GUS Burn! (Wrathfully) Considering I’ve had the beastly contrivance on for the best part of three hours –

ANGELA Not three hours, Gus.

GUS It seems like three then. Take this away. I can’t eat any more. And then to pretend that I’ve ever cared for anyone but you! It’s intolerable. Especially as you know quite well it isn’t true.

ANGELA (Gently) Isn’t it true, Gus?

GUS (Crossly) No. It isn’t. And you know it isn’t.

ANGELA (Taking tray) Well, I’ll try and believe it. I will really. (Hesitates) And I’m sorry about the cayenne pepper, Gus. (going)

GUS Angela! (Tries to stop her)

ANGELA No. No – I must go back to the others.

(Exit R. quickly)

GUS (Delightedly) I believe she does like me after all.

(JACK and KITTY emerge from their respective hiding places)
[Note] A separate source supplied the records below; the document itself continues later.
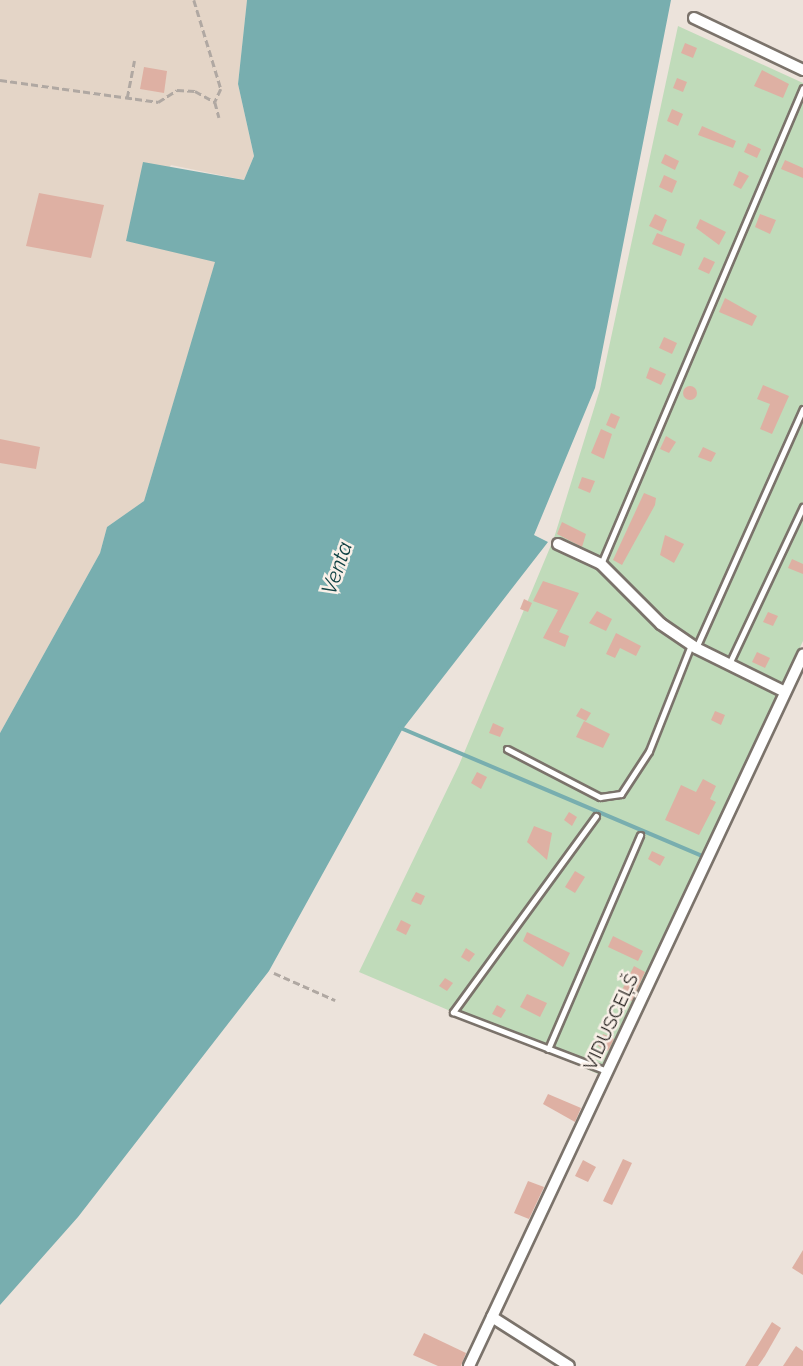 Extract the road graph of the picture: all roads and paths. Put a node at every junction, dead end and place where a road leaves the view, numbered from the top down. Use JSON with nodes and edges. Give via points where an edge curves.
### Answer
{"nodes":[{"id":1,"x":194,"y":0,"type":"edge"},
{"id":2,"x":694,"y":18,"type":"dead end"},
{"id":3,"x":134,"y":61,"type":"dead end"},
{"id":4,"x":803,"y":70,"type":"edge"},
{"id":5,"x":0,"y":80,"type":"edge"},
{"id":6,"x":803,"y":88,"type":"edge"},
{"id":7,"x":127,"y":98,"type":"junction"},
{"id":8,"x":215,"y":102,"type":"junction"},
{"id":9,"x":219,"y":117,"type":"dead end"},
{"id":10,"x":803,"y":409,"type":"edge"},
{"id":11,"x":803,"y":508,"type":"edge"},
{"id":12,"x":558,"y":544,"type":"dead end"},
{"id":13,"x":601,"y":564,"type":"junction"},
{"id":14,"x":694,"y":647,"type":"junction"},
{"id":15,"x":803,"y":655,"type":"edge"},
{"id":16,"x":729,"y":664,"type":"junction"},
{"id":17,"x":785,"y":692,"type":"junction"},
{"id":18,"x":507,"y":749,"type":"dead end"},
{"id":19,"x":596,"y":816,"type":"dead end"},
{"id":20,"x":640,"y":835,"type":"dead end"},
{"id":21,"x":274,"y":973,"type":"dead end"},
{"id":22,"x":335,"y":1000,"type":"dead end"},
{"id":23,"x":548,"y":1049,"type":"junction"},
{"id":24,"x":607,"y":1071,"type":"junction"},
{"id":25,"x":492,"y":1317,"type":"junction"},
{"id":26,"x":469,"y":1366,"type":"edge"},
{"id":27,"x":569,"y":1366,"type":"edge"}],
"edges":[{"from":1,"to":8,"type":"path","via":[[221,89]]},
{"from":2,"to":4,"type":"street"},
{"from":3,"to":7,"type":"path"},
{"from":5,"to":7,"type":"path"},
{"from":6,"to":13,"type":"lane"},
{"from":7,"to":8,"type":"path","via":[[158,102],[177,90]]},
{"from":8,"to":9,"type":"path"},
{"from":10,"to":14,"type":"lane"},
{"from":11,"to":16,"type":"lane"},
{"from":12,"to":13,"type":"street"},
{"from":13,"to":14,"type":"street"},
{"from":14,"to":16,"type":"street"},
{"from":14,"to":18,"type":"lane","via":[[649,751],[621,794],[600,797]]},
{"from":15,"to":17,"type":"street","name":"VIDUSCEĻŠ"},
{"from":16,"to":17,"type":"street"},
{"from":17,"to":24,"type":"street","name":"VIDUSCEĻŠ"},
{"from":19,"to":23,"type":"lane","via":[[453,1012]]},
{"from":20,"to":23,"type":"lane"},
{"from":21,"to":22,"type":"path"},
{"from":23,"to":24,"type":"lane"},
{"from":24,"to":25,"type":"street","name":"VIDUSCEĻŠ"},
{"from":25,"to":26,"type":"street","name":"VIDUSCEĻŠ"},
{"from":25,"to":27,"type":"street"}]} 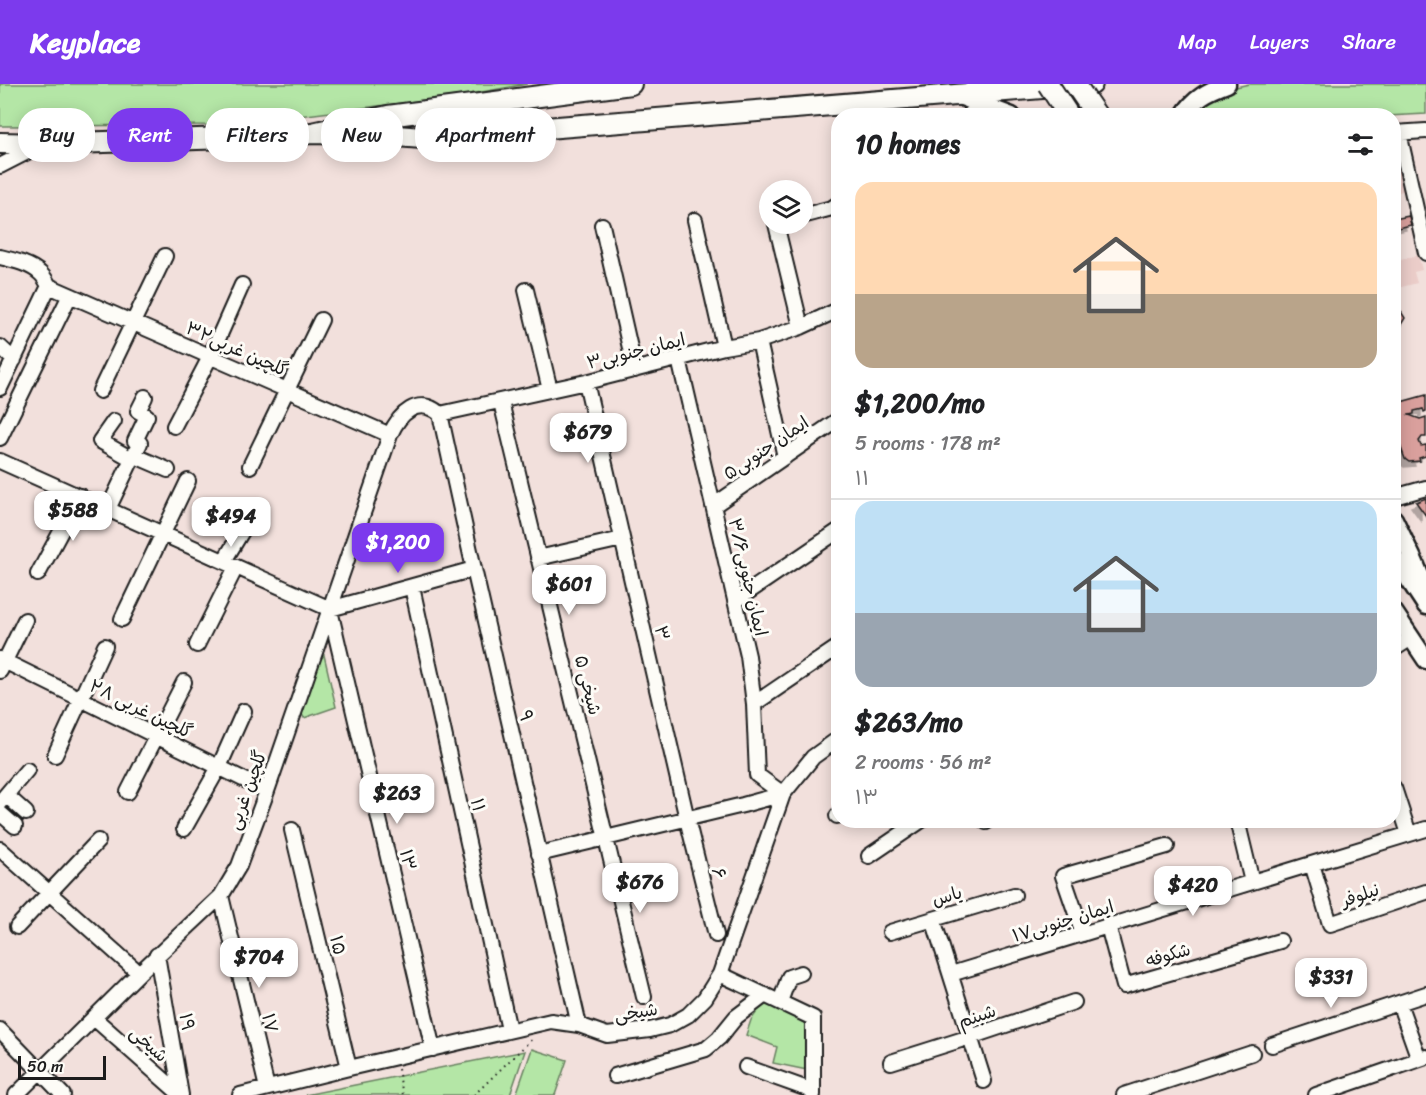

JACK (In a whisper) All safe?

GUS Eh? Oh, you’re there still, are you? I’d forgotten about you.

KITTY You’re not very complimentary I must say.

GUS Urr! (To JACK) You heard what she said, I suppose.

JACK About the cayenne pepper? Rather!

GUS (Impatiently) No! No! about transferring my affections and all that. | [67]

JACK (Nods) She evidently suspects something. I believe your aunt read that letter, Gus.

GUS She couldn’t. I fastened it up myself.

JACK Then she unfastened it again. What was in it? Do you remember?

GUS Oh, just – “Dear Jack, don’t bring Kitty round to-night, Aunt Miriam will be here.”

JACK That’s it, you see!

GUS But I should never have thought that Aunt Miriam would open another person’s letter.

JACK My dear chap, women will do anything!

KITTY Thank you! But I say, what’s to be done? We must get him out of this scrape somehow.

JACK Yes, but how? That’s the question.

KITTY We must think of something. Gussy you must think too.

GUS (Irritably) I’m thinking right enough. But it’s dashed little use – And Angela may come in again before we know where we are.

JACK Suppose Kitty and I simply don’t turn up to-night?

GUS They’ll wait till you do. And all time I shall have this mustard plaster on me. Thank you for nothing!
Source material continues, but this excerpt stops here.